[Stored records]
--------
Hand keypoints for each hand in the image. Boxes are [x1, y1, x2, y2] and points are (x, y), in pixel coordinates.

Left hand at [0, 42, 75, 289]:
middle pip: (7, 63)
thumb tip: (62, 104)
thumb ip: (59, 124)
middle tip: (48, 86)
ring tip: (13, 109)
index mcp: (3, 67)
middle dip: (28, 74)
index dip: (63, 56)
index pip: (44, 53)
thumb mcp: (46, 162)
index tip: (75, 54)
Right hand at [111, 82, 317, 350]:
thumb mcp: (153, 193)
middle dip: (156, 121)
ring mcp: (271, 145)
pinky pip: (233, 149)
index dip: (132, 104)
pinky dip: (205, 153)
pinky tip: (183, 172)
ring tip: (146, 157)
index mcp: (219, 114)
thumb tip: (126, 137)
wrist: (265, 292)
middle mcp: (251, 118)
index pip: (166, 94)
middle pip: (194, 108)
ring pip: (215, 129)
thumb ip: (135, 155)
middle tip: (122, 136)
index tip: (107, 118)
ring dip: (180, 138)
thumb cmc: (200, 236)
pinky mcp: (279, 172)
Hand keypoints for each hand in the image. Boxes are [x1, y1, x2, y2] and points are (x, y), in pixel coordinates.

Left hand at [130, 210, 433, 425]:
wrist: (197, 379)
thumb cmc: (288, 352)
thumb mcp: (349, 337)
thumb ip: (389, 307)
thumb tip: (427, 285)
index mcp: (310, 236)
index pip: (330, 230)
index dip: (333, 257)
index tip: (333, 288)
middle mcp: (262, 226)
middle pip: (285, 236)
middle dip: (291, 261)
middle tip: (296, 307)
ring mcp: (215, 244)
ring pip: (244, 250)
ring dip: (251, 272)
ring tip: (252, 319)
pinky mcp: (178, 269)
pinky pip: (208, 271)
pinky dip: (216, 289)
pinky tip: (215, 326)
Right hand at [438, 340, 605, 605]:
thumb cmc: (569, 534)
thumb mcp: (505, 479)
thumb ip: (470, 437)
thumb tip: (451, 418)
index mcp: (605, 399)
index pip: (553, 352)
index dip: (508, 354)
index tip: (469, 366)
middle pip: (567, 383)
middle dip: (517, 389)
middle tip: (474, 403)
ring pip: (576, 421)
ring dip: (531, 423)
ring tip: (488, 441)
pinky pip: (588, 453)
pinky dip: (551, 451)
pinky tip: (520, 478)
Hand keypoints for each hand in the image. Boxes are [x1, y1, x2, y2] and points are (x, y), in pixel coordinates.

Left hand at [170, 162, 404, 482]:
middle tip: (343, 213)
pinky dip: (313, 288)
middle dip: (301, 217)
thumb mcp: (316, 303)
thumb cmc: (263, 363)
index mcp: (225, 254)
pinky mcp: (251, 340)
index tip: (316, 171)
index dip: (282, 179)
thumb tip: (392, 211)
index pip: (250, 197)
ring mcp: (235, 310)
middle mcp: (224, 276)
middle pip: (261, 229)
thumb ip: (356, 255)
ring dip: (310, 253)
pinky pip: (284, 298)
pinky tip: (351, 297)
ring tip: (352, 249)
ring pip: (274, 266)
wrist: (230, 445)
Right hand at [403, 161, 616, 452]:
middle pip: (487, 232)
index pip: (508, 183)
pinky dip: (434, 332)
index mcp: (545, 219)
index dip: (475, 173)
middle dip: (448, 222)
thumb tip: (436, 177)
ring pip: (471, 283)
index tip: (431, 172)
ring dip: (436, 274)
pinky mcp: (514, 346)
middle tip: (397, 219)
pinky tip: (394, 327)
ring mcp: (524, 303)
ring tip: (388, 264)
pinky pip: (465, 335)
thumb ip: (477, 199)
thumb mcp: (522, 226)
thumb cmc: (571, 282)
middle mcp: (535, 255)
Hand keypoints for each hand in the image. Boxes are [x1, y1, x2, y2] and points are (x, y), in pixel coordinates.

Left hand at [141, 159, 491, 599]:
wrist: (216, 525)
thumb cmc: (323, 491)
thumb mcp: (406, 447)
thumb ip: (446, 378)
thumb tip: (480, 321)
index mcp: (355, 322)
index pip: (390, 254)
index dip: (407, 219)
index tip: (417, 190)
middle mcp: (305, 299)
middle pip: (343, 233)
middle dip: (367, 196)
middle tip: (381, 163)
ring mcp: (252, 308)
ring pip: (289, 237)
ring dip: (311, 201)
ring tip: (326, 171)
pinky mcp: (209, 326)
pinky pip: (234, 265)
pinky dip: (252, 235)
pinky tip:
--------
→ **What the task requires**:
Return each line of the data where the word "Left" appears.

→ **Task result**:
Left hand at [0, 42, 75, 289]:
Left hand at [130, 210, 433, 425]:
Left hand at [170, 162, 404, 482]:
Left hand at [141, 159, 491, 599]:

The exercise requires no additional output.